Sharp light cut through the temple hall and painted Xi Youran's face in cold shards. The air smelled of old incense and iron — a scent that had come to mean betrayal.
"Mom? What is the meaning of this?" Xi Youran's voice was small at first; then it hardened. "Why are you with them?"
Xi Jia's eyes stared past her, glassy and patient as an empty well. For a heartbeat Xi Youran imagined the mother who once brewed tea and hummed lullabies. The image fell apart like ash.
"What do you mean? I was always with them," Xi Jia answered, voice flat. No heat. No recognition. Only the cadence of a puppet reading lines.
Tears gathered and failed to fall. Xi Youran gripped the hilt of her resolve until her knuckles whitened. She tried again, softer this time. "Mom…"
The woman at the center of her memory did not turn. The silence that answered was worse than any scream.
Something broke inside Xi Youran — not with noise but with a hush. The child who had begged beneath a roof of warmth died, and in her place a steel edge took root.
"Fine." Her whisper was a vow. "If this is what it must be, then I will fight the Shadow Clan to the end. Even if it costs me my life."They had taken so much: father, brother, grandfather, Master Mu Fei, Hui. They had taken truth itself. From this moment, Xi Youran bowed to no illusion.
She stepped forward and, with a precision only a practiced alchemist could muster, wrenched herself free from the last snare of hope. She forced a contract on her own memory — a small, cruel cutting that sealed the sweetest recollections away like poison. The mother who once smiled at sewing needles and rice steam was buried beneath the weight of necessity.
"You will not call me daughter any longer," she told the woman who wore her past like a mask. "You are a vessel now — a thing to be outwitted and, if need be, destroyed."

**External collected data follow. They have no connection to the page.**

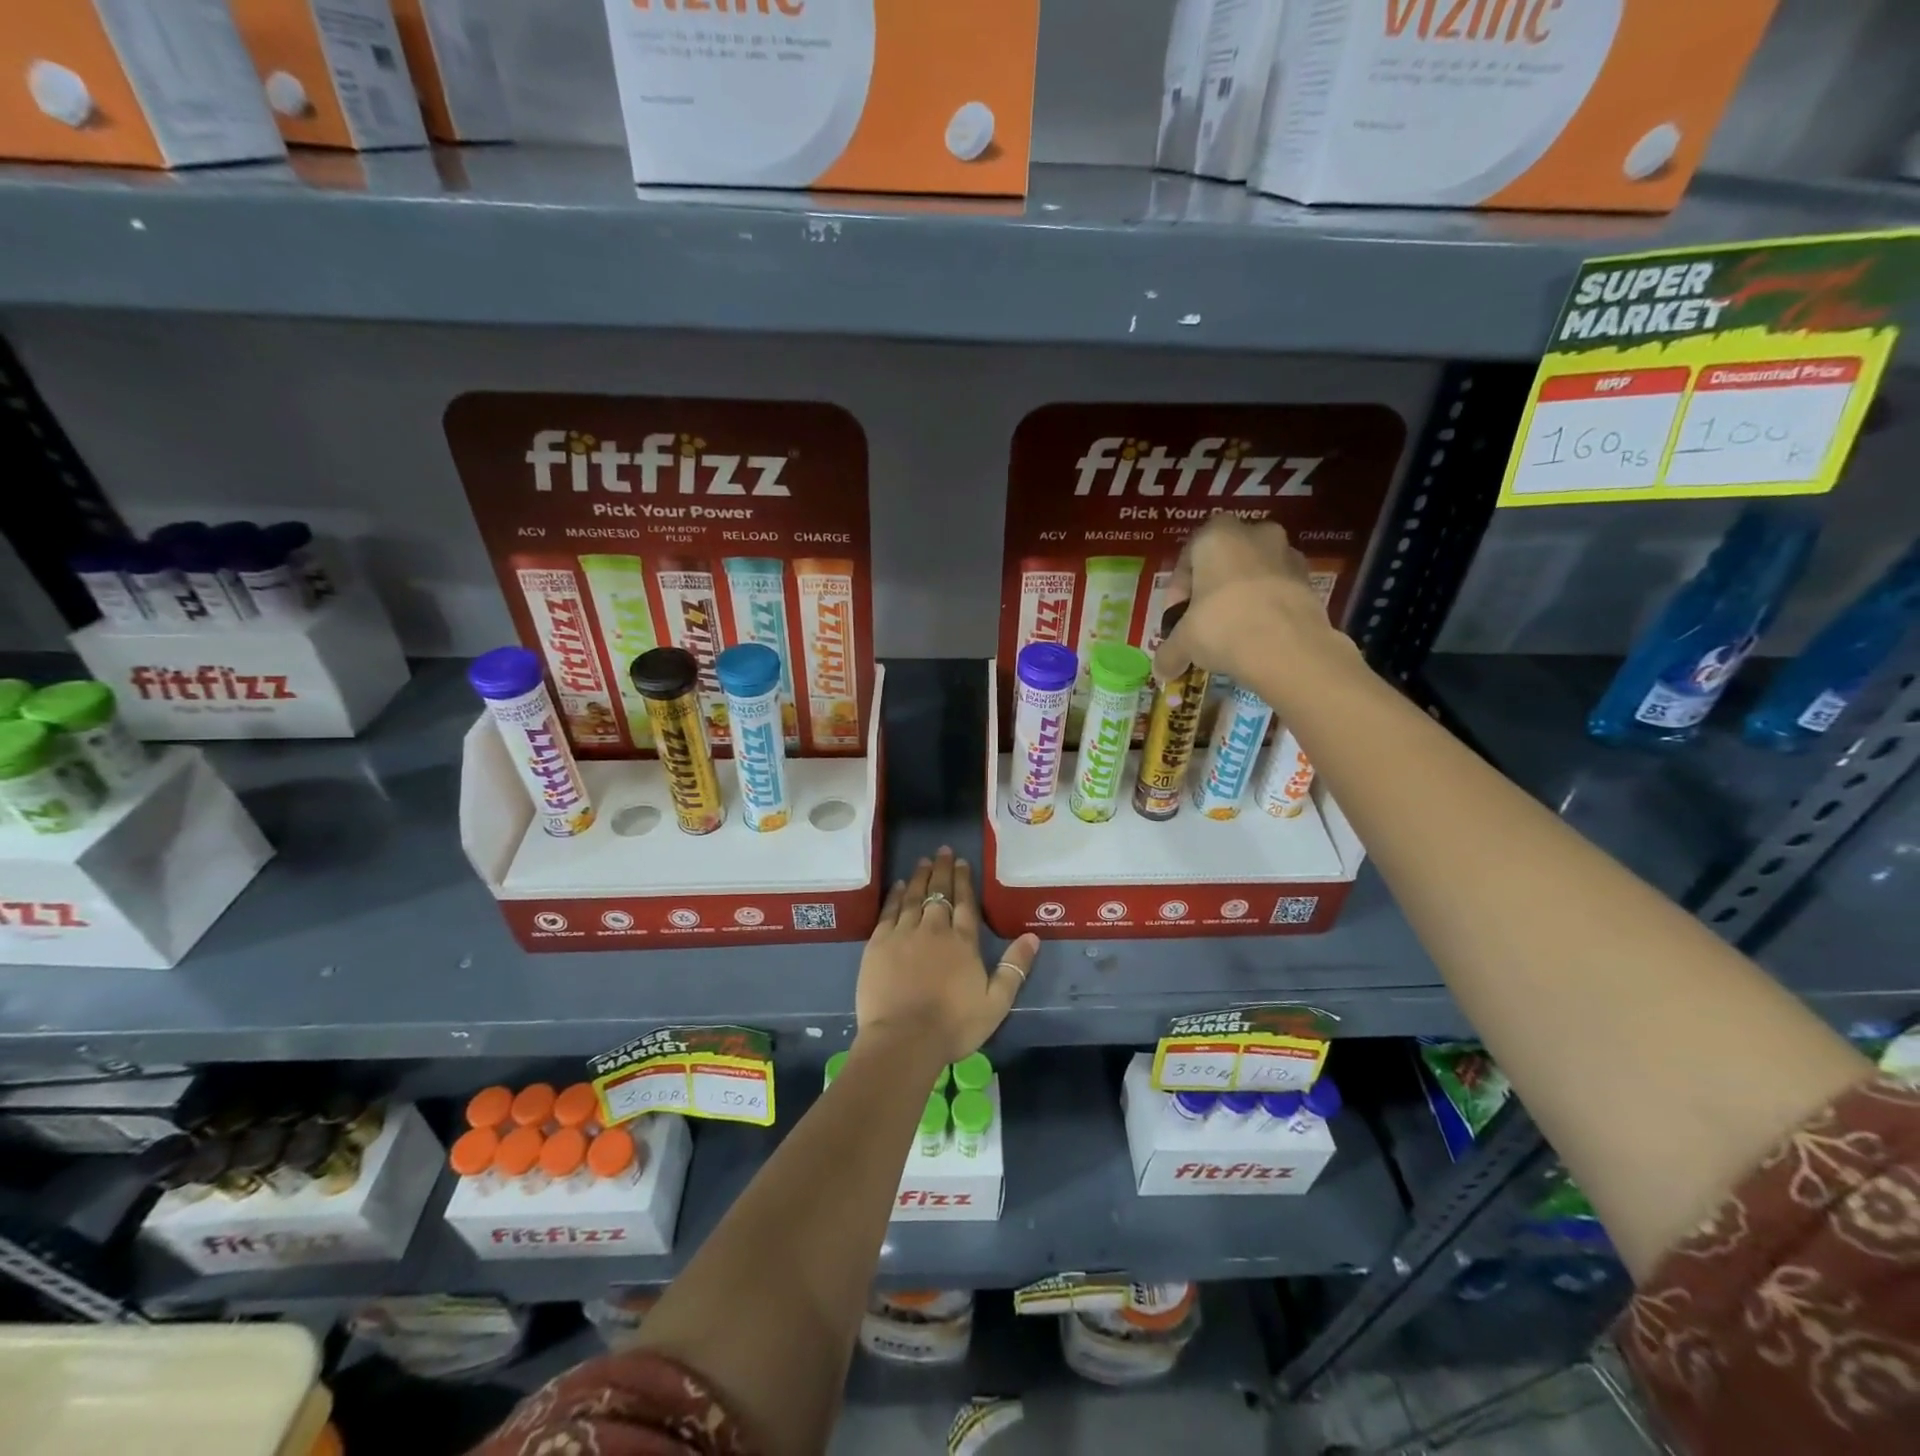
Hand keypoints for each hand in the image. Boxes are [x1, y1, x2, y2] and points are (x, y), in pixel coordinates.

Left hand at [856, 846, 1037, 1065]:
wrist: (904, 1039)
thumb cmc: (953, 1025)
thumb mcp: (996, 1003)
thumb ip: (1015, 968)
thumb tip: (1032, 937)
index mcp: (963, 942)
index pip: (965, 902)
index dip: (963, 880)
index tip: (961, 862)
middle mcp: (934, 929)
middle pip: (939, 893)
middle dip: (942, 870)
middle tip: (942, 851)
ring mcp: (903, 934)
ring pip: (913, 897)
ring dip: (919, 877)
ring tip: (923, 861)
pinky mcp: (878, 944)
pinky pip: (889, 912)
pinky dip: (894, 896)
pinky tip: (897, 886)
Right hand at [1153, 516, 1335, 684]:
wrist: (1287, 648)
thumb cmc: (1223, 627)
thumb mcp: (1184, 642)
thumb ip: (1169, 652)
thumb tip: (1161, 671)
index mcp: (1216, 536)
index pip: (1188, 556)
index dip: (1178, 590)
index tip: (1177, 617)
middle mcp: (1254, 534)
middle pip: (1224, 560)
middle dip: (1212, 588)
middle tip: (1203, 621)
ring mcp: (1287, 555)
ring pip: (1254, 573)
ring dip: (1242, 596)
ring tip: (1232, 631)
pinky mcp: (1310, 580)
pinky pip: (1278, 590)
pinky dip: (1266, 607)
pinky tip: (1257, 636)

Xi Youran turned away, each step measured, each breath colder than the one before. She did not look back as she fell back into the mountain gloom; to stare was to lose the edge she had forged. She remembered every name of those she had loved — and then she carved their graves from her heart so they would not slow her.
The truth she learned in that hall was brutal and simple: the Shadow Clan were not people to bleed. They were not bodies bound to heat and pulse. They were absence made cunning. Where they touched, blood did not fall — only quiet, permanent sleep, and the taste of erasure on the tongue.
That realization bent the shape of war.
Xi Youran, last scion of the Blood Clan and successor of Mu Fei's craft, folded her hood up and vanished toward the mountain paths. The moon watched like a coin balanced on its edge. Below, the world kept turning, ignorant and loud.
Above the cliffs, Master Zen's rune glowed in the dark. Somewhere, Lu Han closed a scroll and muttered a prayer to whatever gods still listened. In the capital, JianZi sharpened plans that were no longer only political. Yuan Fei's rift had ripped the sky; the balance did not simply wobble — it snapped.
Xi Youran walked into it with a pale smile and a promise carved in bloodless stone:Her revenge would be endless, and her war would not be against flesh alone.